#### What you will do:
In the records below, pick out all lines containing the word "Sector".
Raw data: Begin
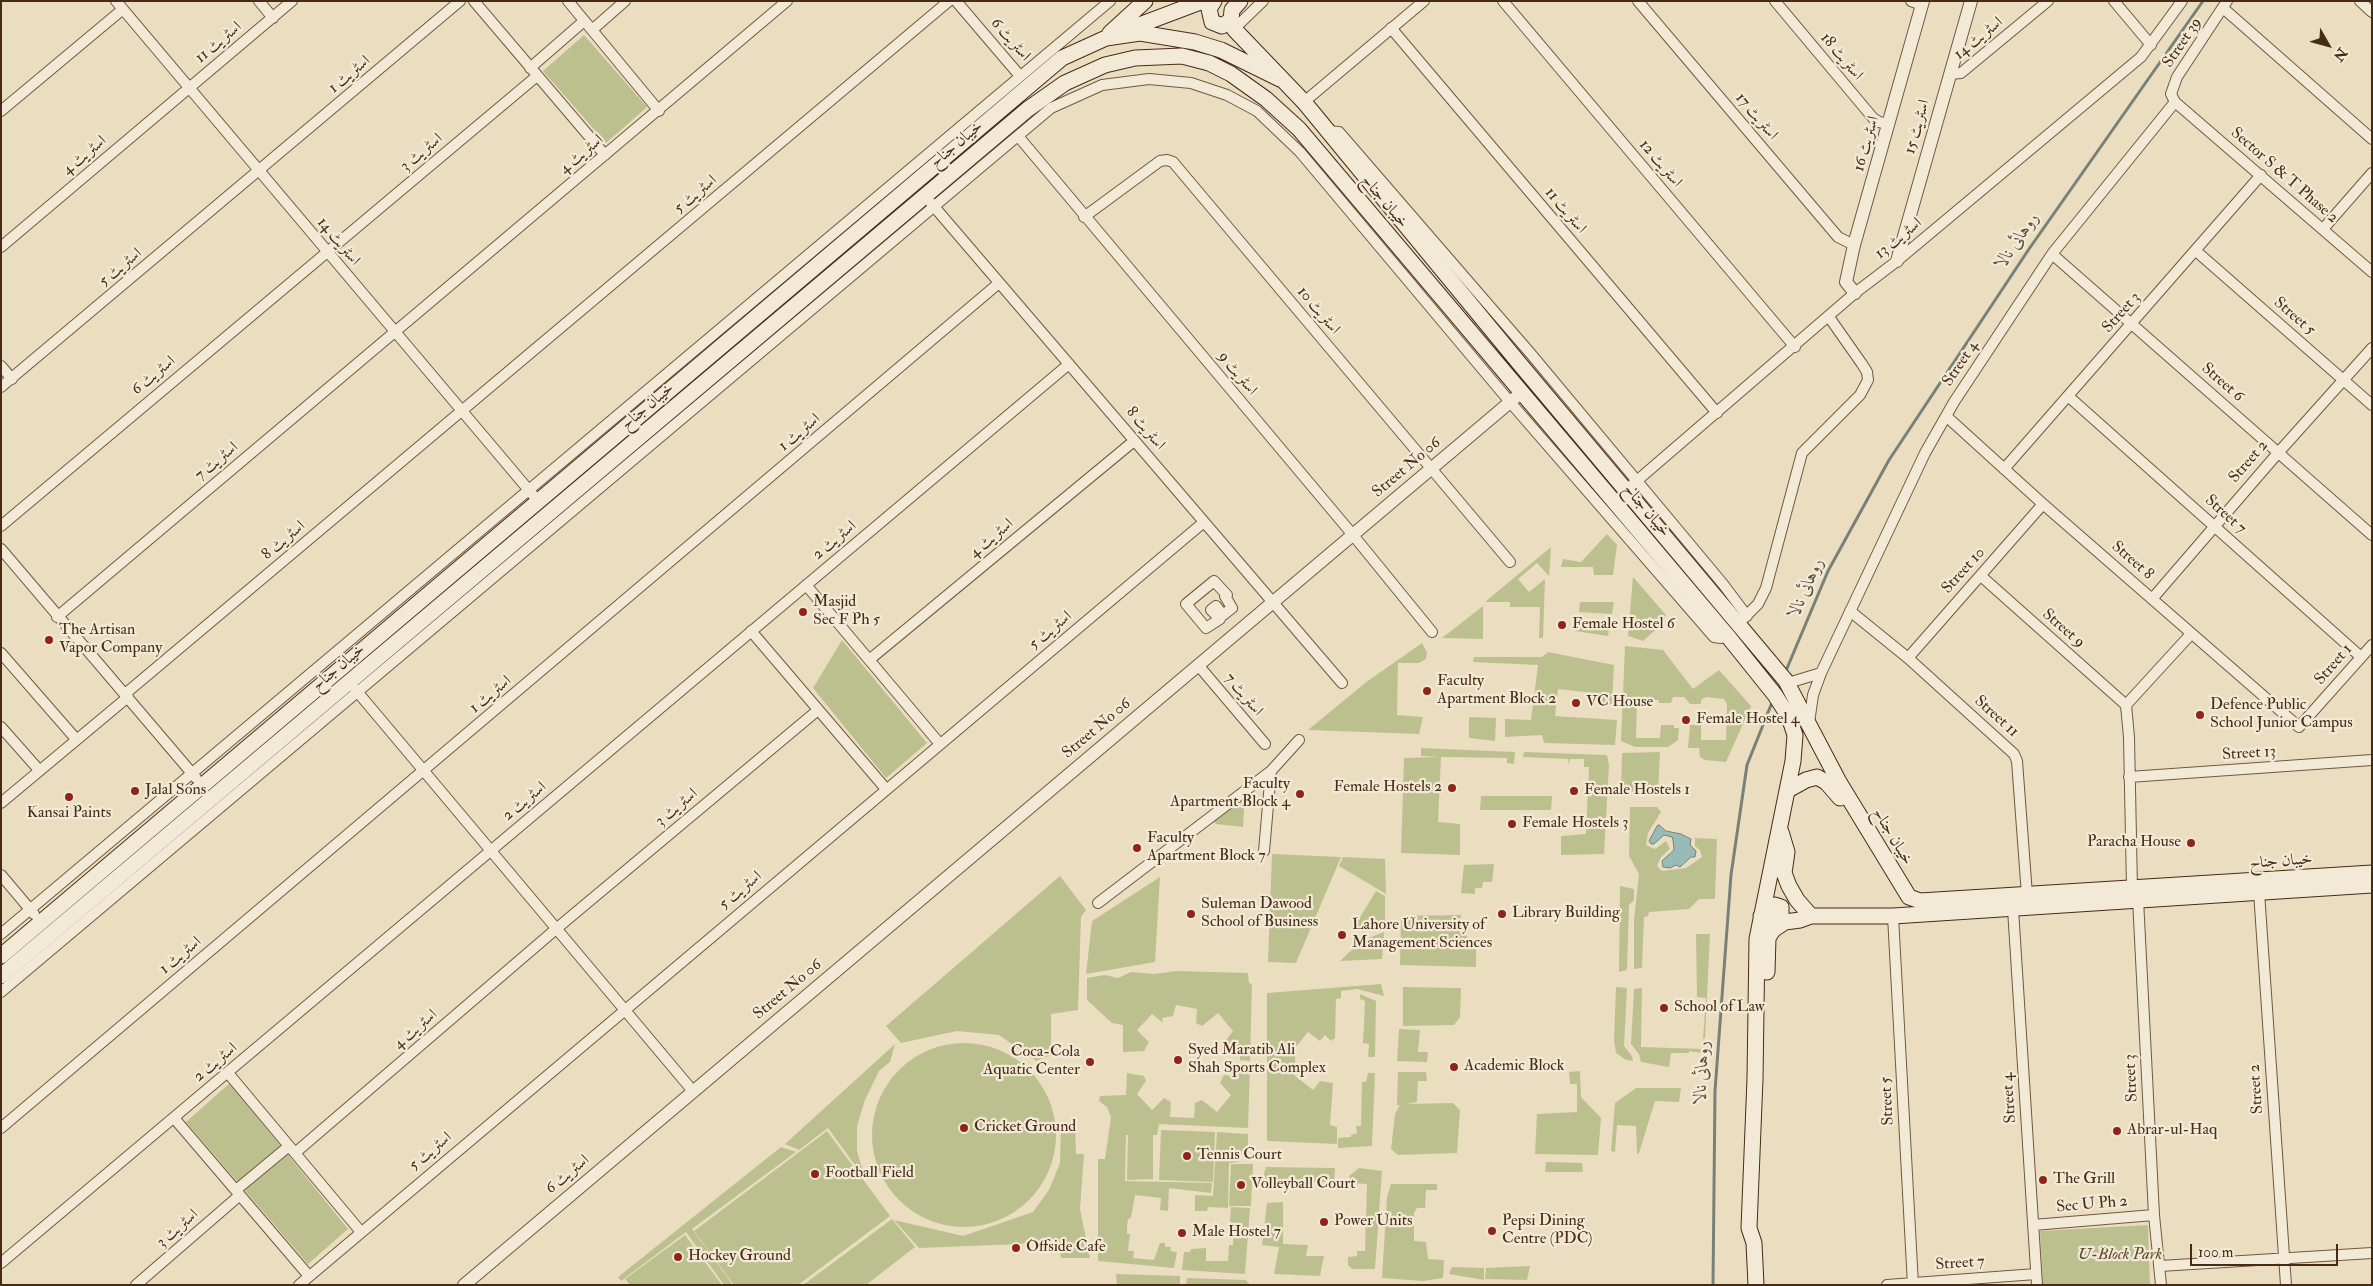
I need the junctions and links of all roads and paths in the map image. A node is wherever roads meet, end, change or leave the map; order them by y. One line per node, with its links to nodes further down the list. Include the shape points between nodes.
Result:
1 (259, 1): 29 (street)
2 (292, 1): 29 (street, اسٹریٹ 11)
3 (460, 1): 52 (street, اسٹریٹ 1)
4 (474, 1): 36 (street)
5 (568, 1): 30 (street)
6 (625, 1): 33 (street)
7 (787, 1): 45 (street, اسٹریٹ 4)
8 (949, 1): 81 (street, اسٹریٹ 5)
9 (956, 1): 39 (street, اسٹریٹ 6)
10 (1145, 1): 34 (main road)
11 (1203, 1): 34 (main road)
12 (1214, 1): 31 (main road, via 1209,9 1212,22 1222,26)
13 (1240, 1): 31 (main road, via 1232,10)
14 (1263, 1): 31 (street)
15 (1424, 1): 32 (street)
16 (1503, 1): 70 (street, اسٹریٹ 12)
17 (1638, 1): 58 (street, اسٹریٹ 17, via 1838,238)
18 (1774, 1): 47 (street, اسٹریٹ 18, via 1872,118)
19 (1971, 1): 37 (street, اسٹریٹ 15)
20 (2048, 1): 37 (street, اسٹریٹ 14, via 1961,73)
21 (2114, 1): 35 (street)
22 (2182, 1): 35 (street, اسٹریٹ 13)
23 (2360, 1): 28 (street)
24 (1919, 2): 47 (street, اسٹریٹ 16)
25 (1103, 3): 39 (street)
26 (2225, 4): 43 (street, Street 39, via 2177,77 2171,94); 49 (street)
27 (120, 5): 41 (street, اسٹریٹ 14); 46 (street)
28 (2372, 12)
29 (273, 18): 41 (street, اسٹریٹ 11)
30 (584, 21): 33 (street); 36 (street)
31 (1233, 25): 40 (main road, خیبان جناح)
32 (1391, 28): 42 (street); 82 (street, اسٹریٹ 11)
33 (592, 30): 45 (street)
34 (1106, 38): 40 (main road, خیبان جناح, via 1140,34 1195,42 1221,50); 89 (main road, خیبان جناح, via 1062,58)
35 (2151, 45): 63 (street, اسٹریٹ 13, via 2141,58)
36 (530, 68): 38 (street)
37 (1950, 74): 63 (street, اسٹریٹ 15)
38 (537, 76): 51 (street); 61 (street, اسٹریٹ 3)
39 (1020, 76): 89 (street)
40 (1280, 80): 42 (main road, خیبان جناح)
41 (189, 89): 52 (street, اسٹریٹ 14); 59 (street, اسٹریٹ 4)
42 (1304, 102): 88 (main road, خیبان جناح)
43 (2175, 102): 54 (street, Sector S & T Phase 2); 62 (street, Street 4)
44 (1047, 103): 48 (street); 50 (street, via 1123,81 1149,79 1191,83 1227,95 1257,112); 50 (main road, خیبان جناح, via 1065,83 1105,65 1135,58 1182,56 1209,63 1244,82 1277,108); 55 (main road, خیبان جناح)
45 (660, 110): 51 (street, اسٹریٹ 4)
46 (1, 111)
47 (1890, 124): 58 (street, اسٹریٹ 16)
48 (1018, 136): 55 (street); 56 (street, اسٹریٹ 9)
49 (2372, 139)
50 (1306, 148): 77 (main road, خیبان جناح); 79 (street)
51 (605, 156): 69 (street, اسٹریٹ 4)
52 (260, 172): 61 (street, اسٹریٹ 14); 74 (street, اسٹریٹ 5)
53 (2372, 173): 57 (street)
54 (2261, 175): 57 (street, Sector S & T Phase 2); 60 (street, Street 3)
55 (929, 202): 65 (street, اسٹریٹ 8); 119 (main road, خیبان جناح)
56 (1084, 218): 86 (street, اسٹریٹ 10, via 1160,161 1173,162); 94 (street, اسٹریٹ 9)
57 (2323, 229): 64 (street, Sector S & T Phase 2)
58 (1854, 246): 66 (street, اسٹریٹ 16, via 1846,282)
59 (1, 247)
60 (2196, 251): 68 (street, Street 3); 75 (street, Street 5)
61 (327, 252): 69 (street, اسٹریٹ 14); 93 (street, اسٹریٹ 6)
62 (2052, 254): 68 (street, Street 6); 83 (street, Street 4)
63 (1897, 261): 66 (street, اسٹریٹ 13)
64 (2372, 272)
65 (998, 283): 72 (street, اسٹریٹ 8); 133 (street, اسٹریٹ 1)
66 (1855, 293): 67 (street, اسٹریٹ 13)
67 (1829, 317): 70 (street, اسٹریٹ 13); 105 (street, via 1867,372 1868,380 1860,395 1802,452 1766,588 1758,604)
68 (2132, 324): 78 (street, Street 3); 85 (street, Street 6)
69 (395, 331): 81 (street, اسٹریٹ 14); 104 (street, اسٹریٹ 7)
70 (1794, 347): 82 (street, اسٹریٹ 13)
71 (2372, 348): 75 (street, Street 2)
72 (1069, 364): 84 (street, اسٹریٹ 8); 99 (street, اسٹریٹ 2)
73 (1, 366): 74 (street)
74 (12, 379): 76 (street, اسٹریٹ 5)
75 (2344, 380): 80 (street, Street 5); 85 (street, Street 2)
76 (1, 387)
77 (1522, 392): 79 (street, Street No 06); 108 (main road, خیبان جناح)
78 (2068, 396): 87 (street, Street 3); 92 (street, Street 7)
79 (1510, 402): 86 (street, Street No 06); 108 (street, via 1714,637 1721,638)
80 (2372, 405)
81 (462, 411): 89 (street, اسٹریٹ 14); 120 (street, اسٹریٹ 8)
82 (1716, 413): 88 (street, اسٹریٹ 13)
83 (1946, 416): 87 (street, Street 8); 103 (street, Street 4, via 1925,452)
84 (1134, 440): 91 (street, اسٹریٹ 8); 114 (street, اسٹریٹ 4)
85 (2278, 452): 92 (street, Street 2); 95 (street, Street 6)
86 (1432, 469): 94 (street, Street No 06); 97 (street, اسٹریٹ 10)
87 (2004, 469): 90 (street, Street 8)
88 (1631, 486): 105 (main road, خیبان جناح)
89 (534, 496): 135 (main road, خیبان جناح)
90 (2043, 504): 98 (street, Street 10); 100 (street, Street 8)
91 (1204, 522): 101 (street, اسٹریٹ 8); 128 (street, اسٹریٹ 5)
92 (2214, 525): 100 (street, Street 2); 112 (street, Street 7)
93 (1, 526)
94 (1353, 535): 101 (street, Street No 06); 107 (street, اسٹریٹ 9)
95 (2372, 535)
96 (1, 549): 104 (street)
97 (1510, 562)
98 (1980, 576): 113 (street, Street 10); 121 (street, Street 9)
99 (806, 584): 106 (street, اسٹریٹ 2); 114 (street)
100 (2152, 599): 109 (street, Street 8)
101 (1272, 603): 115 (street, Street No 06); 118 (street, اسٹریٹ 8)
102 (1232, 608): 102 (street, via 1223,615 1216,606 1211,610 1220,619 1206,628 1186,604 1214,581 1227,595)
103 (1850, 611): 113 (street, Street 11); 116 (street, Street 4)
104 (58, 617): 120 (street)
105 (1742, 620): 117 (main road, خیبان جناح)
106 (751, 632): 122 (street); 141 (street, اسٹریٹ 2)
107 (1432, 632)
108 (1726, 634): 137 (main road, خیبان جناح, via 1789,717 1795,735 1795,749)
109 (2191, 634): 121 (street); 124 (street, Street 8)
110 (2372, 645): 112 (street, Street 1)
111 (1, 653): 126 (street)
112 (2361, 657): 124 (street, Street 1)
113 (1908, 658): 148 (street, Street 11, via 2014,754)
114 (869, 660): 128 (street)
115 (1198, 665): 129 (street, اسٹریٹ 7); 164 (street, Street No 06)
116 (1821, 673): 117 (street); 123 (street, Street 4, via 1813,695)
117 (1787, 682): 123 (main road, خیبان جناح)
118 (1342, 683)
119 (354, 688): 133 (street); 160 (main road, خیبان جناح); 161 (street)
120 (126, 696): 126 (street, اسٹریٹ 8); 135 (street)
121 (2126, 705): 134 (street)
122 (818, 710): 136 (street); 156 (street, اسٹریٹ 3)
123 (1809, 723): 139 (main road, خیبان جناح)
124 (2299, 726)
125 (1, 727): 131 (street)
126 (76, 739): 131 (street, اسٹریٹ 8)
127 (1299, 740): 132 (street)
128 (940, 744): 136 (street, اسٹریٹ 5)
129 (1266, 744)
130 (2372, 760): 134 (street, Street 13)
131 (39, 770): 138 (street, اسٹریٹ 8)
132 (1271, 771): 142 (street); 149 (street)
133 (423, 772): 141 (street); 166 (street, اسٹریٹ 1)
134 (2129, 778): 147 (street)
135 (197, 779): 151 (street); 155 (main road, خیبان جناح)
136 (886, 789): 162 (street, اسٹریٹ 5)
137 (1788, 790): 139 (main road, via 1817,777); 140 (main road, خیبان جناح)
138 (1, 803)
139 (1856, 812): 148 (main road, خیبان جناح, via 1905,894 1915,900)
140 (1780, 831): 152 (main road, خیبان جناح); 153 (main road, via 1787,852 1784,873 1788,886)
141 (490, 851): 156 (street); 163 (street, اسٹریٹ 2)
142 (1264, 851)
143 (2372, 873): 147 (main road, خیبان جناح)
144 (1, 874): 151 (street)
145 (2372, 885): 146 (main road, خیبان جناح)
146 (2259, 892): 147 (main road, خیبان جناح); 174 (street, Street 2)
147 (2135, 894): 148 (main road, خیبان جناح); 150 (main road, خیبان جناح); 169 (street, Street 3)
148 (2027, 895)
149 (1098, 903)
150 (2013, 909): 154 (main road, خیبان جناح); 170 (street, Street 4)
151 (30, 910): 155 (street); 157 (street)
152 (1761, 916): 158 (main road, via 1775,905 1782,909 1770,927); 172 (main road, خیبان جناح, via 1757,939 1749,1228)
153 (1812, 916): 154 (main road, خیبان جناح); 158 (main road, خیبان جناح, via 1781,924)
154 (1893, 916): 179 (street, Street 5)
155 (41, 922): 159 (main road, خیبان جناح)
156 (556, 929): 162 (street); 167 (street, اسٹریٹ 4)
157 (1, 934)
158 (1768, 938): 172 (main road, via 1759,1227)
159 (1, 956)
160 (1, 976)
161 (1, 992)
162 (623, 1009): 164 (street); 171 (street, اسٹریٹ 5)
163 (228, 1073): 165 (street, اسٹریٹ 2); 167 (street)
164 (692, 1090): 182 (street, اسٹریٹ 6)
165 (174, 1118): 168 (street); 175 (street, اسٹریٹ 2)
166 (1, 1128)
167 (292, 1150): 168 (street, اسٹریٹ 4); 171 (street)
168 (238, 1193): 178 (street); 180 (street, اسٹریٹ 3)
169 (2154, 1215): 170 (street, Sec U Ph 2); 176 (street, Street 3)
170 (2033, 1225): 177 (street, Street 4)
171 (361, 1232): 178 (street, اسٹریٹ 5)
172 (1754, 1243): 183 (main road)
173 (2372, 1253): 174 (street)
174 (2284, 1258): 176 (street); 187 (street, Street 2)
175 (1, 1263)
176 (2160, 1266): 186 (street, Street 3)
177 (2036, 1274): 179 (street, Street 7); 185 (street, Street 4)
178 (309, 1276): 181 (street, اسٹریٹ 5)
179 (1913, 1283): 184 (street, Street 7)
180 (136, 1285)
181 (299, 1285)
182 (464, 1285)
183 (1756, 1285)
184 (1887, 1285)
185 (2037, 1285)
186 (2161, 1285)
187 (2286, 1285)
Raw data: End
#### Solved problem:
43 (2175, 102): 54 (street, Sector S & T Phase 2); 62 (street, Street 4)
54 (2261, 175): 57 (street, Sector S & T Phase 2); 60 (street, Street 3)
57 (2323, 229): 64 (street, Sector S & T Phase 2)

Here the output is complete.